Dell offers exciting multimedia viewing via HDMI or VGA connections. Connectivity is made possible with two eSata and four USB ports. A card reader is able to read most popular formats. While most compact PCs use the Intel Atom processor, the Zino comes with a higher spec AMD Athlon dual core processor. For networking with other PCs as well as connecting to the internet, an 802.11n WiFi adapter is present.
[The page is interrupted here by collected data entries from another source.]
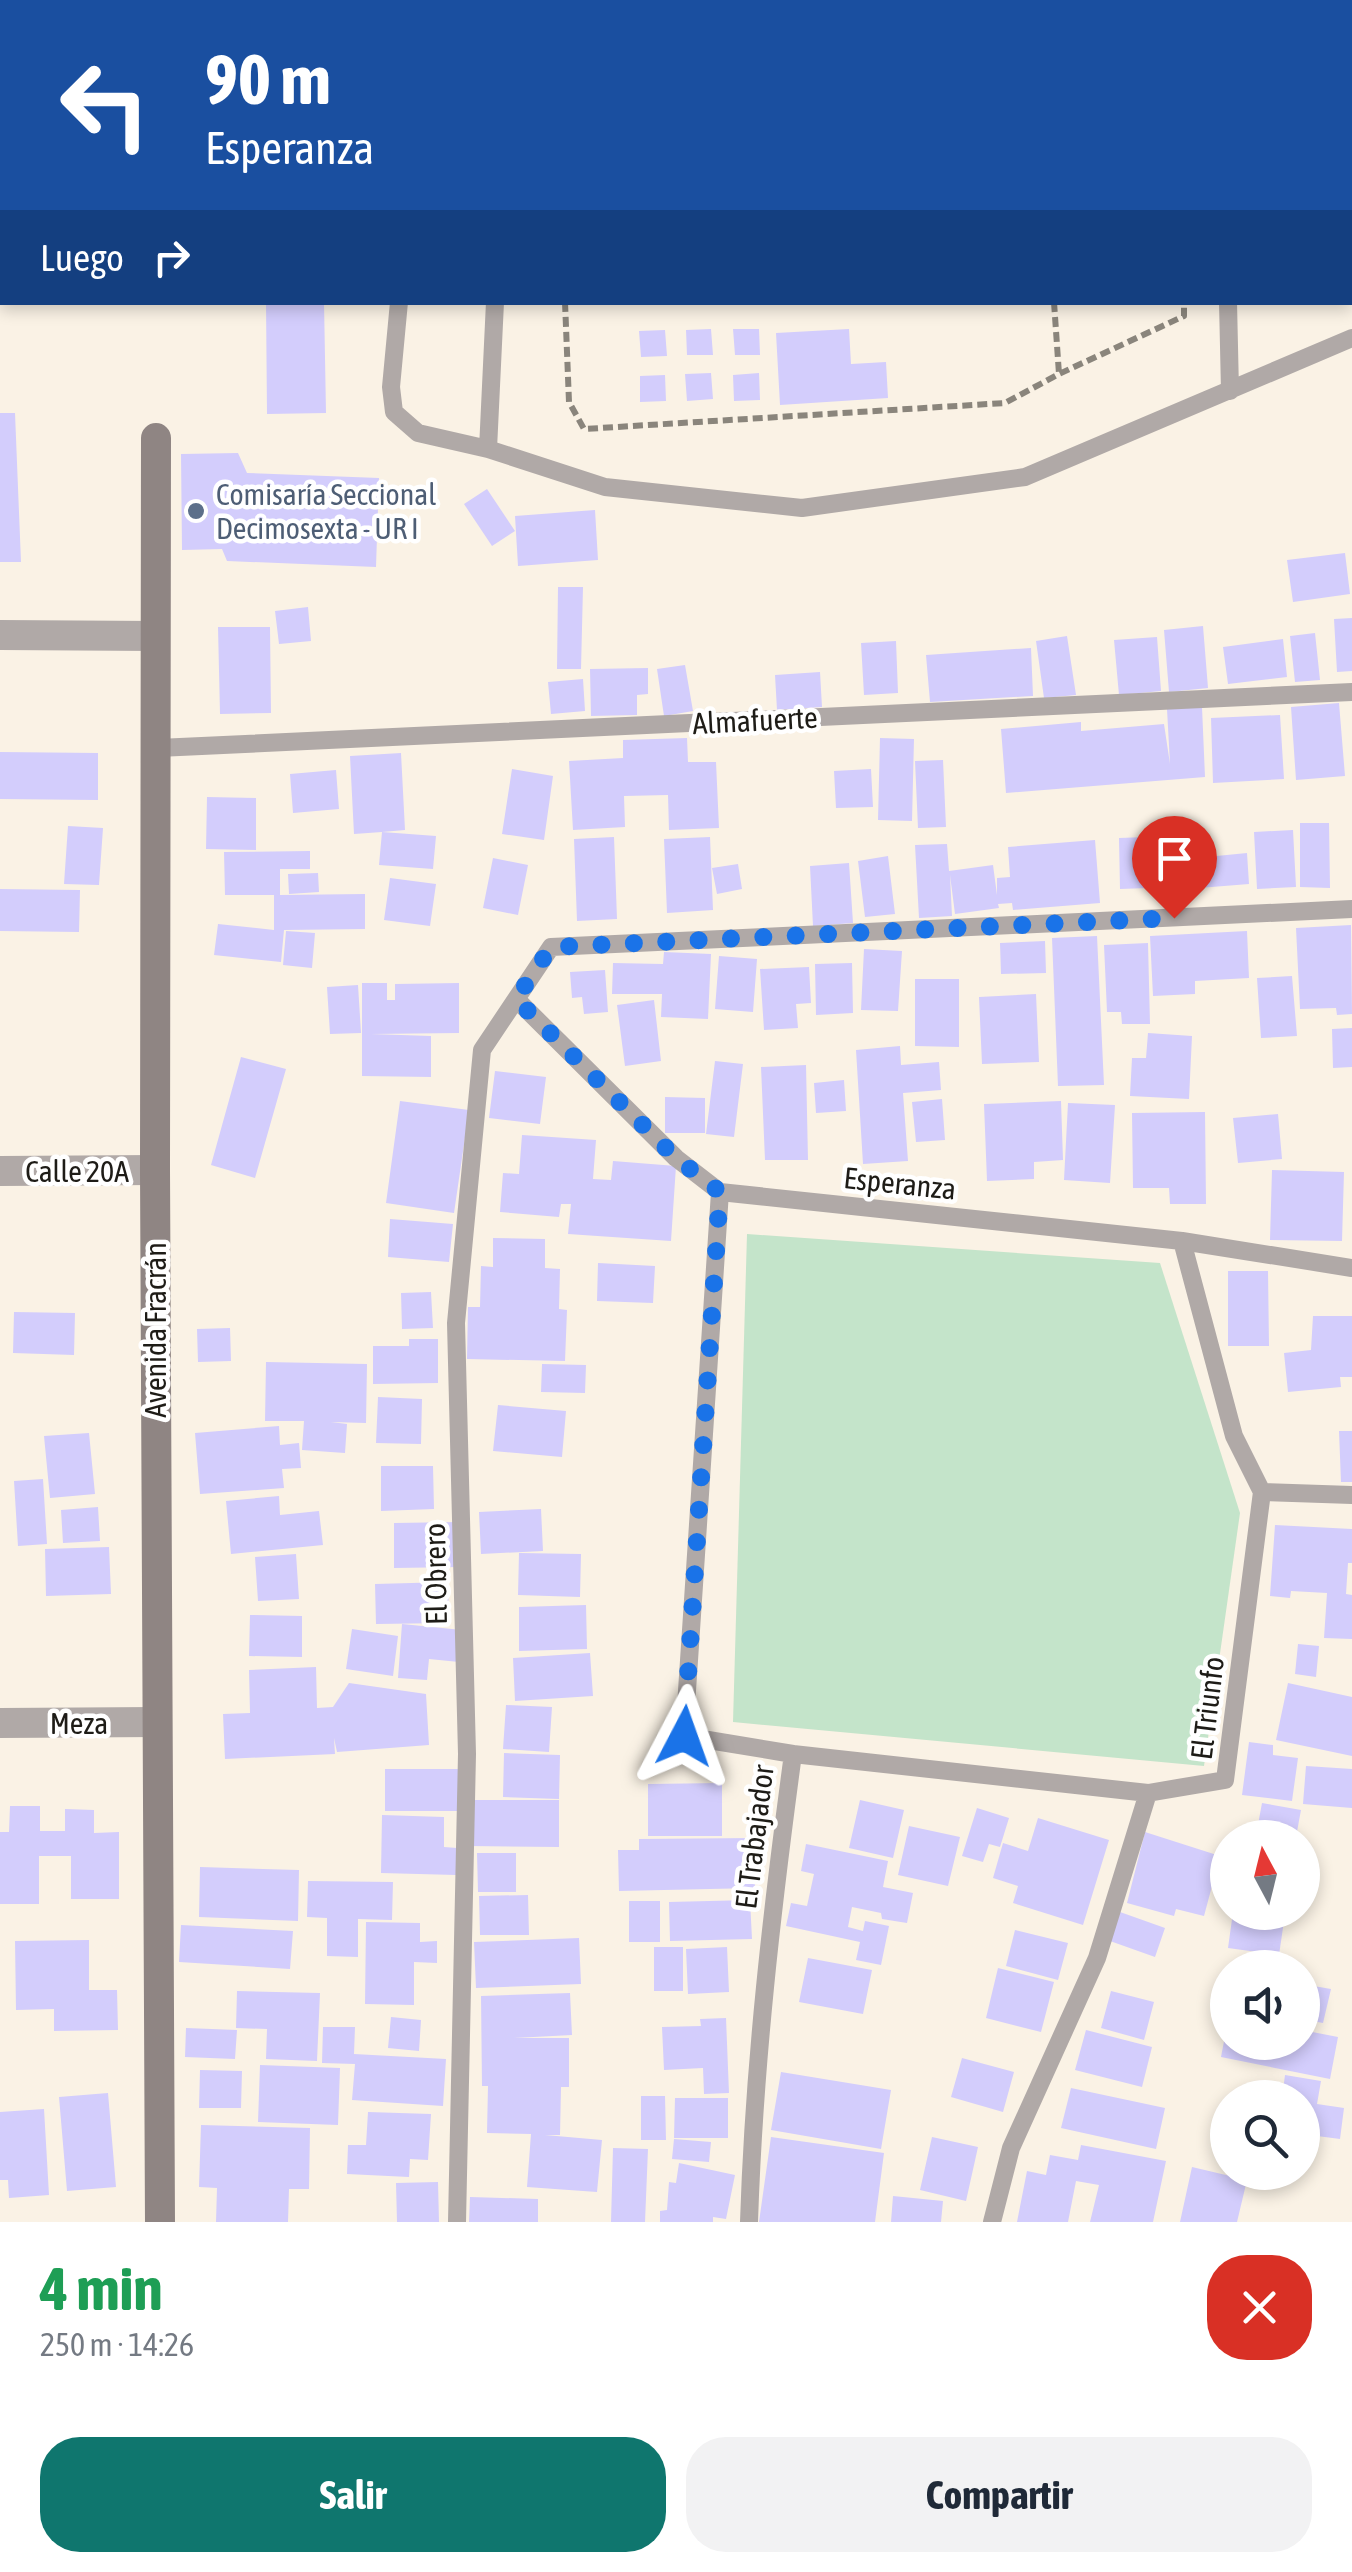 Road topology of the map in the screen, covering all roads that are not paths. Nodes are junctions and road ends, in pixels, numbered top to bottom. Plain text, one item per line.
1 (399, 305) edge
2 (495, 305) edge
3 (1228, 305) edge
4 (1352, 338) edge
5 (1230, 392) junction
6 (156, 438) dead end
7 (488, 449) junction
8 (0, 635) edge
9 (155, 636) junction
10 (1352, 692) edge
11 (158, 748) junction
12 (1352, 909) edge
13 (516, 999) junction
14 (155, 1170) junction
15 (0, 1171) edge
16 (720, 1192) junction
17 (1182, 1241) junction
18 (1352, 1268) edge
19 (1262, 1492) junction
20 (1352, 1495) edge
21 (157, 1722) junction
22 (0, 1723) edge
23 (793, 1754) junction
24 (1148, 1793) junction
25 (160, 2222) edge
26 (458, 2222) edge
27 (749, 2222) edge
28 (992, 2222) edge

1 - 7 lane
2 - 7 lane
3 - 5 lane
4 - 5 lane
5 - 7 lane
6 - 9 main road, Avenida Fracrán
8 - 9 street
9 - 11 main road, Avenida Fracrán
10 - 11 lane, Almafuerte
11 - 14 main road, Avenida Fracrán
12 - 13 lane, El Obrero
13 - 16 lane
13 - 26 lane, El Obrero
14 - 15 street, Calle 20A
14 - 21 main road, Avenida Fracrán
16 - 17 lane, Esperanza
16 - 23 lane, El Trabajador
17 - 18 lane, Esperanza
17 - 19 lane
19 - 20 lane
19 - 24 lane, El Triunfo
21 - 22 street, Meza
21 - 25 main road, Avenida Fracrán
23 - 24 lane
23 - 27 lane, El Trabajador
24 - 28 lane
The EeeBox is equipped with a lower performing Atom processor. The low specs of this brand make this computer a great choice for those wanting a budget sized unit. While priced lower than the Zino, it is still a capable media PC that is able to deliver high definition media. The attractive tilted case makes the computer a perfect addition to anyone’s living room. Connectivity for the EeeBox means six USB slots, an HDMI port, eSata for connecting an external hard drive, as well as wireless internet via 802.11n WiFi.
Sony’s VAIO L117FX/B all-in-one desktop, like most Sony products, is stylishly packaged. The 24 inch, high definition touch screen makes it tempting to get rid of that other video device in your home – the television. This model has a built-in TV tuner which accepts both cable and satellite receivers. A Blue Ray DVD player and recorder enables playback of the latest high definition movies. A one terabyte hard drive provides enough space for storing all types of multi-media files. A wireless keyboard and mouse significantly reduces clutter on the desktop. For connecting devices to the computer, one can choose between a multi-format card reader, 5 USB ports, FireWire, gigabit Ethernet as well as 802.11n WiFi. Because is equipped with a 2.66 GHz Intel Core 2 Quad processor and 6 gigs of RAM, the VAIO is one of the best performing all-in-one desktops computer.
Another capable all-in-one desktop is the MSI Wind Top AE2220. While it has a lower spec than the VAIO, this unit may be a better value when price and performance is considered. A 2.2 Ghz T6600 Core 2 Duo microprocessor powers the unit, and it comes with 4 gig of RAM and a 500 gig hard drive. A 21 inch touch screen display provides high definition video playback and to provide connectivity, six USB ports are present as well as an HDMI connector, eSATA, 802.11n WiFi, and a Blue Ray DVD burner and reader.
For the ultimate in Windows 7 desktop computing performance, check out the Maingear Shift tower computer. The most expensive chip available, the 3.33 Ghz Intel Core i7 powers the unit. The operating system is stored in its own 80 gigabyte solid state drive while a two terabyte hard drive is where software and data reside. Three XFX Radeon graphic cards provide the highest gaming performance. Not surprisingly, the use of top-notch components adds up to a 7000 dollar price tag. Ten USB slots, an eSata port, two FireWire, three HDMI and 7.1 surround sound makes the MainGear Shift well connected indeed.
While the hefty price tag of the MainGear Shift excludes most of us from owning the machine, it doesn’t mean that fantastic performance is beyond reach for most computer enthusiasts. For a respectable amount of 1,500 dollars, HP Pavilion’s HPE-170t powered by a 2.86 GHz Core i7 CPU translate to very a respectable price/performance ratio. 8 gigabytes of RAM, two 500 gig hard drives and an nVidia GeForce GTX260 card provide a very satisfying gaming experience. There are nine USB slots, two FireWire, an HDMI port as well as a multi-format card reader for connectivity. Networking can be attained either wirelessly using 802.11n WiFi or by gigabit Ethernet.